Affecté le 1er juin 1937 au sous-arrondissement minéralogique de Valenciennes, il eut à diriger un service essentiellement minier. En dehors du contrôle technique des grands charbonnages, son esprit fut accaparé par l'étude des revendications sociales qui, depuis 1936, se faisaient de plus en plus pressantes. Il tint à maintenir un contact étroit avec les organisations ouvrières. Avide de connaissance et de nouveauté, il n'hésitait pas à assister ostensiblement aux réunions du parti communiste si fréquentes dans le bassin d'Anzin. En même temps il gagnait la confiance des exploitants par son attitude loyale et impartiale dans les conflits qui aboutirent, en novembre 1938, à la grève générale dans les mines et la métallurgie. Par sa ferme attitude, lors de la réquisition civile des mines, il contribua efficacement à apaiser les esprits. Son action lui valut, avec les félicitations du Ministre, la Croix de la Légion d'honneur. Mais il aurait préféré recevoir cette récompense pour ses services coloniaux, car, écrivait-il à son chef « en France, nous sommes trop encadrés pour faire des bêtises ou des exploits excessifs ».

La guerre avait éclaté depuis déjà huit mois lorsque, après des démarches répétées, il put se faire mobiliser au régiment d'artillerie coloniale où il était capitaine de réserve. Adjoint au commandant de son groupe, il prit part aux combats de retardement qui l'amenèrent du Nord de Paris jusqu'en Périgord et, suivant son habitude, il se fit remarquer par son zèle et sa grande bravoure. Démobilisé, il reprit son poste à Valenciennes; puis, promu ingénieur en chef, il fut chargé, le 15 novembre 1941, de l'arrondissement minéralogique de Rouen. Le service bridé par l'occupant n'avait plus à cette époque qu'un intérêt restreint.

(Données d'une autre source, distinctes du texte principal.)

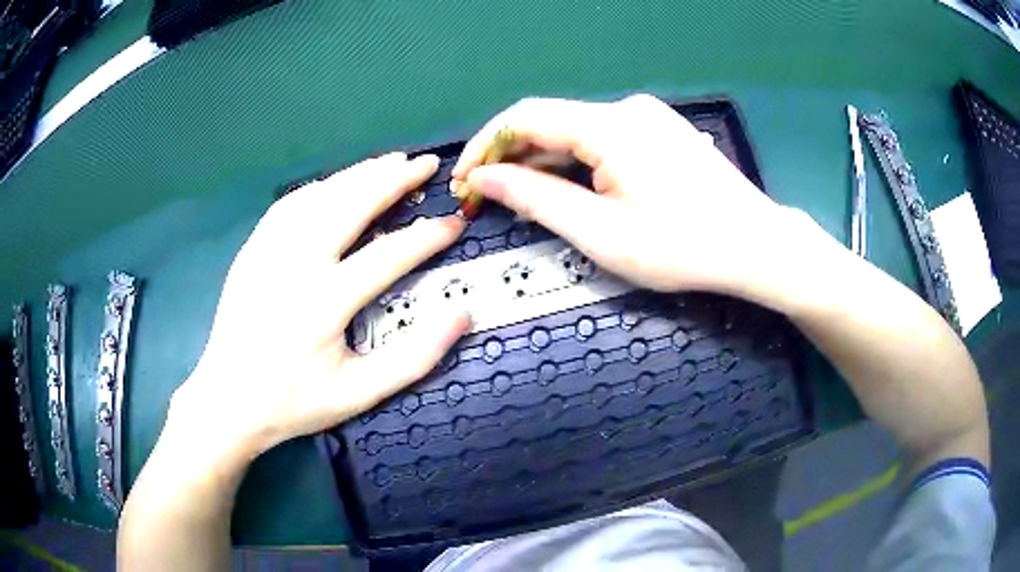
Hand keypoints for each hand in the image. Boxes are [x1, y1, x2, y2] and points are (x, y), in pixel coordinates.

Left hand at [169, 153, 469, 464]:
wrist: (229, 399)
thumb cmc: (295, 401)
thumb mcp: (359, 394)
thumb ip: (415, 357)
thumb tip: (461, 315)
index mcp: (324, 303)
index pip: (387, 255)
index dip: (427, 236)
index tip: (454, 223)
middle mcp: (295, 264)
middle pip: (351, 204)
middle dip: (395, 179)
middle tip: (426, 164)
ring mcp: (268, 250)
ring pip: (320, 195)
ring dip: (360, 174)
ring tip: (392, 162)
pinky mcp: (253, 248)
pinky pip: (291, 203)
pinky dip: (322, 186)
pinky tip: (339, 183)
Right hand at [451, 94, 820, 308]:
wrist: (757, 247)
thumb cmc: (684, 247)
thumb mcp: (601, 233)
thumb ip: (536, 199)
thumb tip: (484, 179)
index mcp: (609, 125)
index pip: (524, 117)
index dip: (485, 146)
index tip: (464, 181)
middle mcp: (626, 109)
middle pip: (550, 123)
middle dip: (512, 159)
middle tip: (485, 199)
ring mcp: (649, 118)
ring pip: (577, 133)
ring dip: (544, 163)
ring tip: (521, 201)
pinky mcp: (662, 133)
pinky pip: (604, 140)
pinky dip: (577, 164)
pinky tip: (570, 190)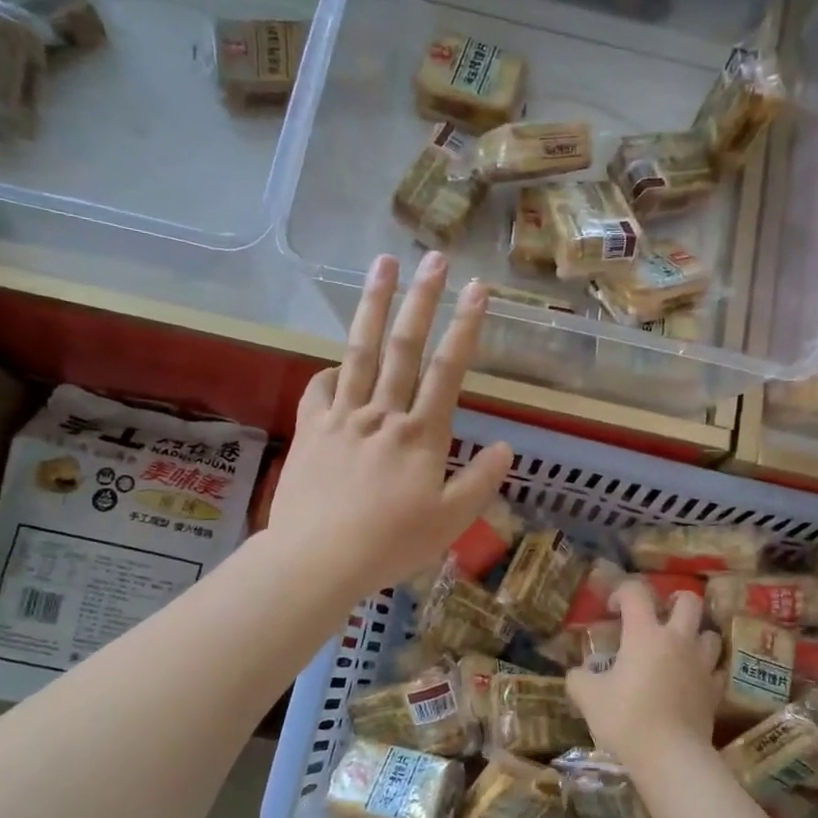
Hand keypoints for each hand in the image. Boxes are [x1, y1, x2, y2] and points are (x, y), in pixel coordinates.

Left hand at [268, 252, 512, 597]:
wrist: (316, 559)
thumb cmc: (389, 545)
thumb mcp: (449, 522)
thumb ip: (479, 481)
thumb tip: (506, 446)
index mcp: (421, 435)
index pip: (448, 370)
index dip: (466, 327)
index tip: (478, 289)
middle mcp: (382, 414)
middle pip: (404, 347)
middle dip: (422, 299)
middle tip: (434, 258)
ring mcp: (342, 418)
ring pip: (359, 351)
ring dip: (373, 305)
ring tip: (381, 265)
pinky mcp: (311, 430)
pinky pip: (320, 388)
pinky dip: (331, 370)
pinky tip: (337, 363)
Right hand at [567, 579, 722, 775]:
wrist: (669, 755)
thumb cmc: (625, 718)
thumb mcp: (588, 697)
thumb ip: (579, 679)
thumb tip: (578, 673)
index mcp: (644, 634)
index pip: (636, 593)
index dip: (622, 592)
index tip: (612, 609)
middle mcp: (678, 640)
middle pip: (690, 602)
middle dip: (675, 601)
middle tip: (660, 616)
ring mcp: (702, 665)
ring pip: (710, 633)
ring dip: (696, 635)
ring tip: (680, 648)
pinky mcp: (715, 691)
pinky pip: (717, 669)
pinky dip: (707, 669)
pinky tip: (694, 679)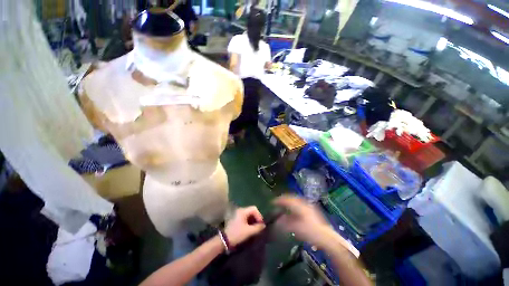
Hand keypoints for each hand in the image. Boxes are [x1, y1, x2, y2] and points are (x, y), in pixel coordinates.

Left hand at [224, 206, 265, 246]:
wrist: (226, 240)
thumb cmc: (238, 234)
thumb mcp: (250, 231)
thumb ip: (258, 227)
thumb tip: (263, 225)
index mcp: (242, 212)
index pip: (254, 209)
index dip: (259, 216)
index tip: (260, 224)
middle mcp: (239, 211)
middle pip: (251, 212)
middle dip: (256, 219)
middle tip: (259, 226)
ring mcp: (237, 216)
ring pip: (248, 216)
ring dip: (253, 221)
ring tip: (255, 228)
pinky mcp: (236, 220)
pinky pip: (245, 219)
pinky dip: (249, 223)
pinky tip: (250, 229)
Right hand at [274, 195, 333, 247]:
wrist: (324, 237)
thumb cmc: (309, 232)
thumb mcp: (294, 228)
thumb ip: (285, 223)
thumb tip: (277, 220)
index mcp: (301, 207)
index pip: (289, 200)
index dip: (280, 200)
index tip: (272, 202)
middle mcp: (306, 205)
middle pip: (294, 199)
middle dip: (285, 201)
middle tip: (278, 203)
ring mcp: (311, 209)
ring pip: (298, 203)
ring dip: (291, 204)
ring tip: (284, 208)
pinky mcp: (313, 214)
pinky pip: (302, 207)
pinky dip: (295, 209)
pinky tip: (293, 215)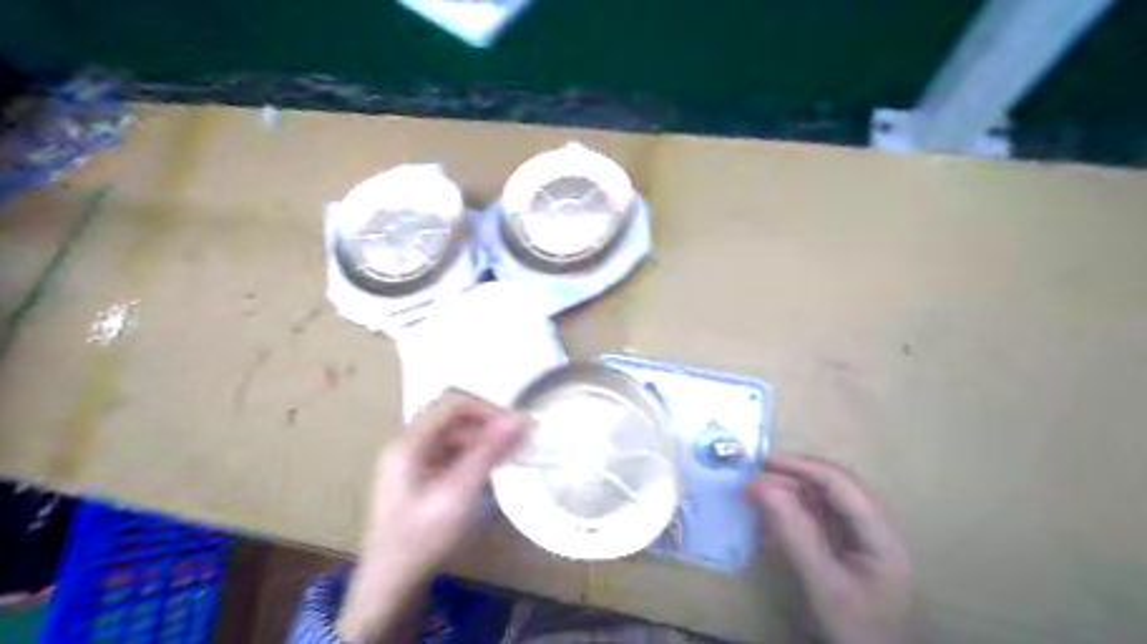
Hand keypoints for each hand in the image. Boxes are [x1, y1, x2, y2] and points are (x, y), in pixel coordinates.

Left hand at [337, 390, 522, 641]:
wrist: (390, 587)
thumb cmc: (422, 539)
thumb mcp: (458, 495)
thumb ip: (486, 454)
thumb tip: (518, 420)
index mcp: (410, 444)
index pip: (453, 405)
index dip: (488, 410)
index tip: (516, 427)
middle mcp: (409, 445)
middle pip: (454, 420)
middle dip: (489, 426)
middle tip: (522, 441)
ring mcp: (413, 462)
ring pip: (455, 437)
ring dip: (485, 441)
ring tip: (515, 453)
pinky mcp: (420, 478)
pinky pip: (451, 455)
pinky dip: (475, 457)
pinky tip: (494, 467)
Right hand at [750, 456, 919, 643]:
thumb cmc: (855, 628)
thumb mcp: (822, 584)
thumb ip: (794, 535)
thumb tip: (761, 487)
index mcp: (879, 533)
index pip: (840, 483)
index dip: (801, 466)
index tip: (763, 462)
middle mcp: (874, 525)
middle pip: (834, 484)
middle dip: (794, 474)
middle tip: (756, 474)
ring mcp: (861, 535)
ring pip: (825, 496)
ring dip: (791, 489)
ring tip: (758, 491)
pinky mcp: (848, 544)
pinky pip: (819, 514)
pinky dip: (794, 508)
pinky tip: (774, 513)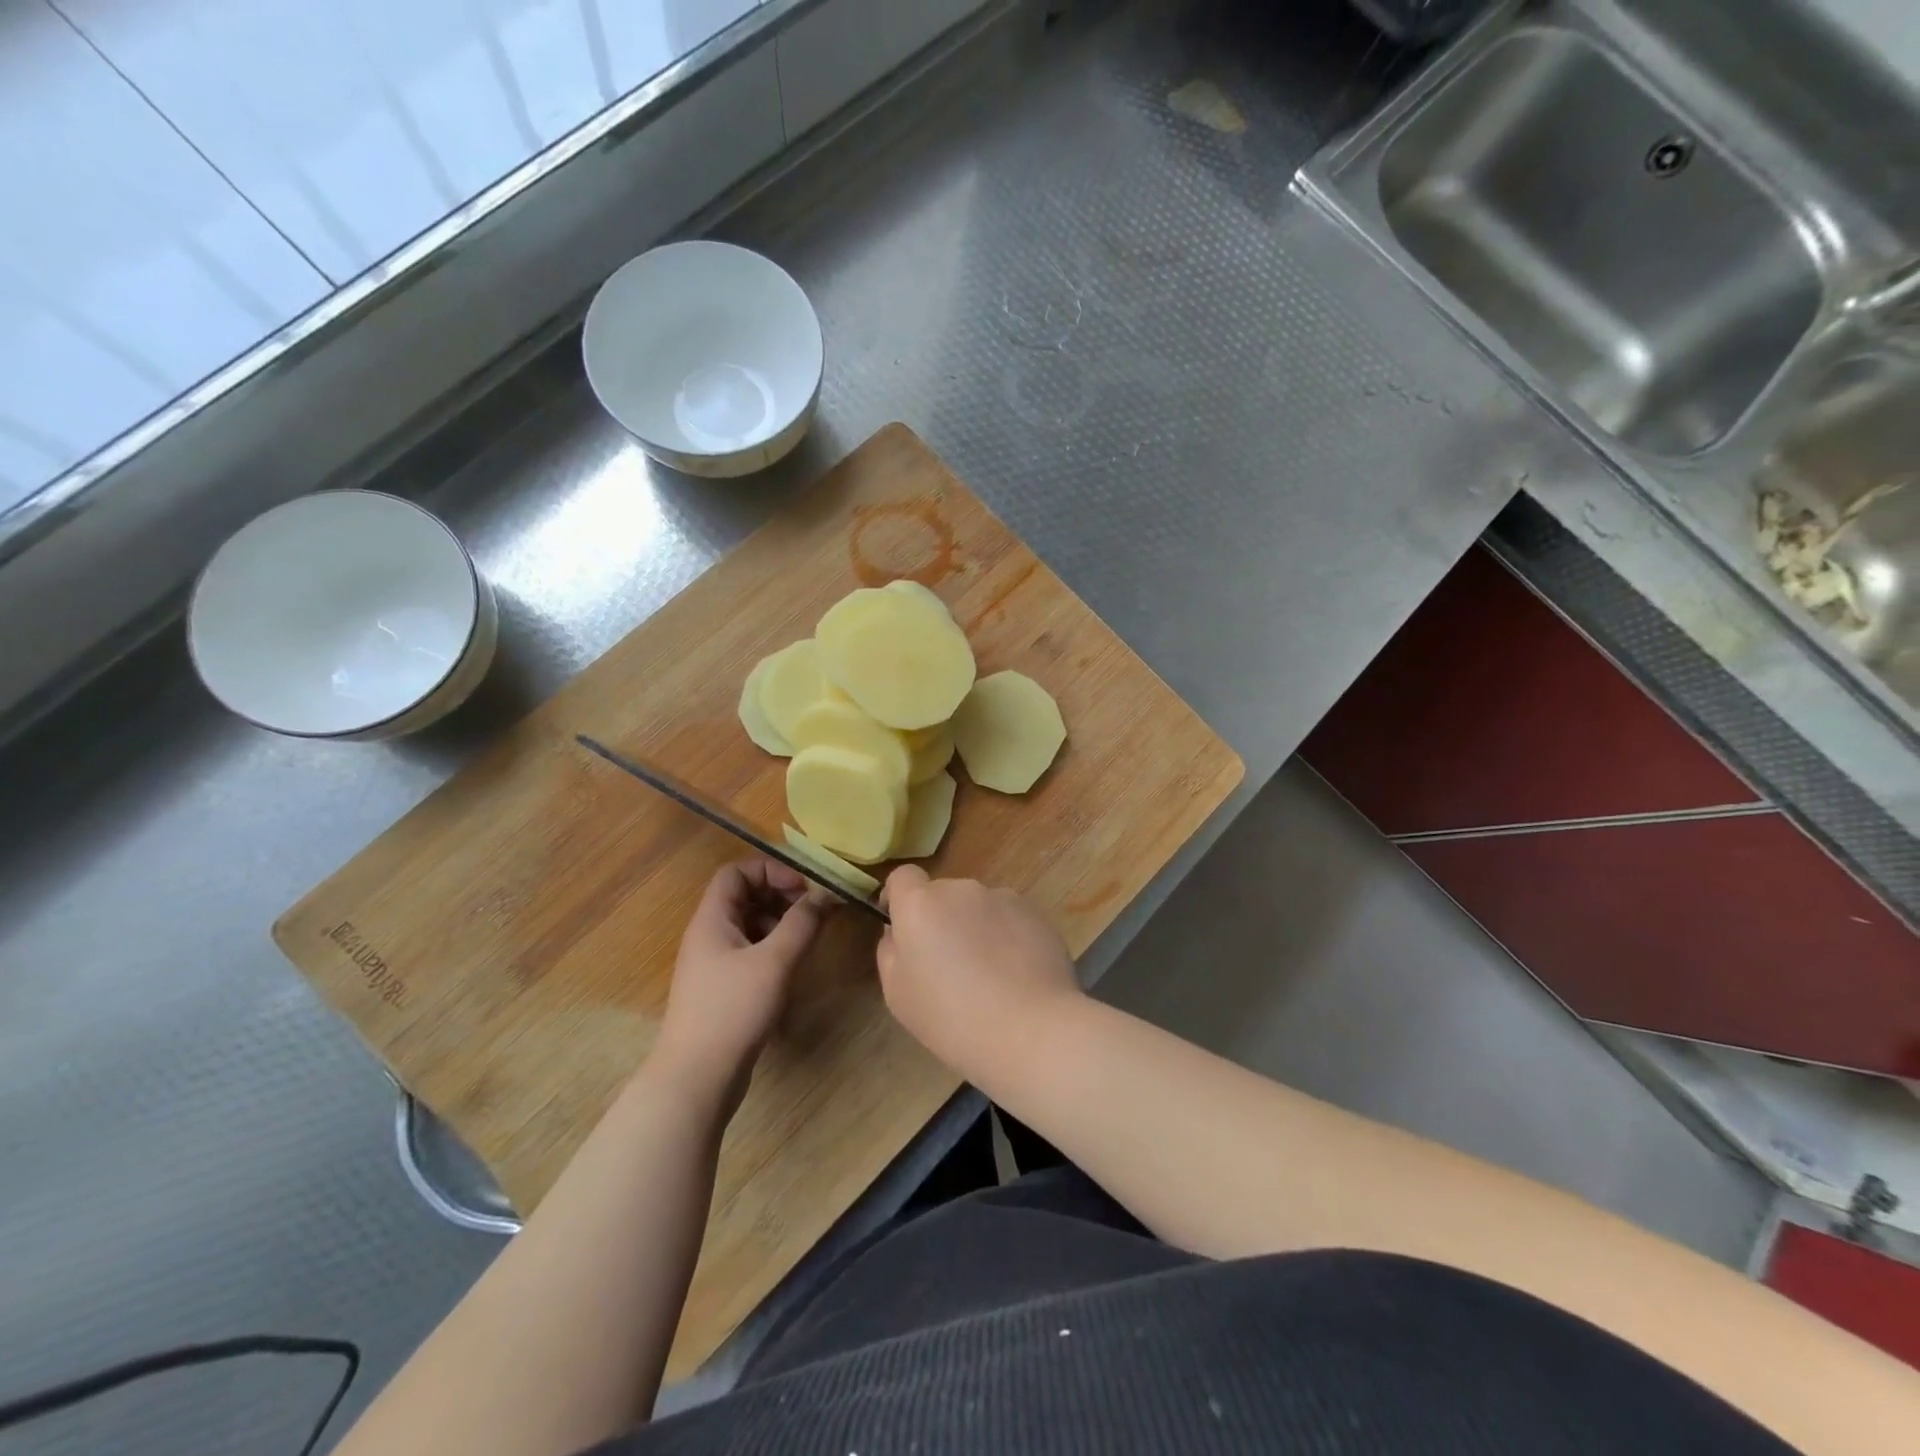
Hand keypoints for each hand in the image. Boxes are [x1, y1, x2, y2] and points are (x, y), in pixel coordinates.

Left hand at [655, 859, 821, 1101]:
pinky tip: (792, 965)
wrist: (696, 1078)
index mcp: (712, 920)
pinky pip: (750, 951)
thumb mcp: (774, 962)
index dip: (770, 871)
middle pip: (744, 896)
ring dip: (780, 922)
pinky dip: (774, 948)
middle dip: (780, 895)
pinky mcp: (723, 988)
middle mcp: (709, 935)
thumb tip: (824, 895)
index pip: (736, 872)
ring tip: (808, 937)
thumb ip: (801, 924)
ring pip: (749, 925)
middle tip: (813, 910)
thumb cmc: (732, 1010)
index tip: (803, 888)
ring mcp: (714, 963)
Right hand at [876, 865, 1083, 1082]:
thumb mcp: (897, 994)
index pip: (903, 876)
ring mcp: (1002, 897)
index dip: (899, 898)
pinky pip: (1009, 918)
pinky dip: (1007, 937)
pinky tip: (1016, 974)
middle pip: (943, 895)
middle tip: (949, 965)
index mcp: (920, 904)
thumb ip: (890, 951)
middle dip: (941, 920)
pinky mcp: (1035, 913)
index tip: (902, 926)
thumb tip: (899, 932)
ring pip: (978, 907)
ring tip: (989, 974)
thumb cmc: (951, 1018)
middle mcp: (961, 889)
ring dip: (976, 927)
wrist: (1029, 1030)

Jean Malavoy souffrait profondément de voir la France aux mains d'un ennemi dont la domination se faisait sentir d'une façon chaque jour plus pénible. Il aspirait de toute son âme à la délivrance de la patrie et à la victoire finale dont il n'a jamais douté. Il se jeta corps et âme dans la Résistance, où l'avaient précédé sa tante et son cousin, et il s'affilia au réseau Johnny. Il savait qu'il risquait chaque jour d'être arrêté, torturé, déporté ou fusillé ; mais, animé du plus pur patriotisme, il était de ceux qui n'ont jamais capitulé. Il réussit à se procurer les renseignements les plus précis sur une base de sous-marins voisine du Havre, sur l'emplacement des ateliers, sur l'importance des réparations; il put surveiller le chargement des wagons, le trafic des trains. Des amis dévoués transmettaient par radio les informations qu'il recueillait. Le 2 mars 1942, la Gestapo l'arrêta, comme elle avait déjà arrêté sa tante et son cousin.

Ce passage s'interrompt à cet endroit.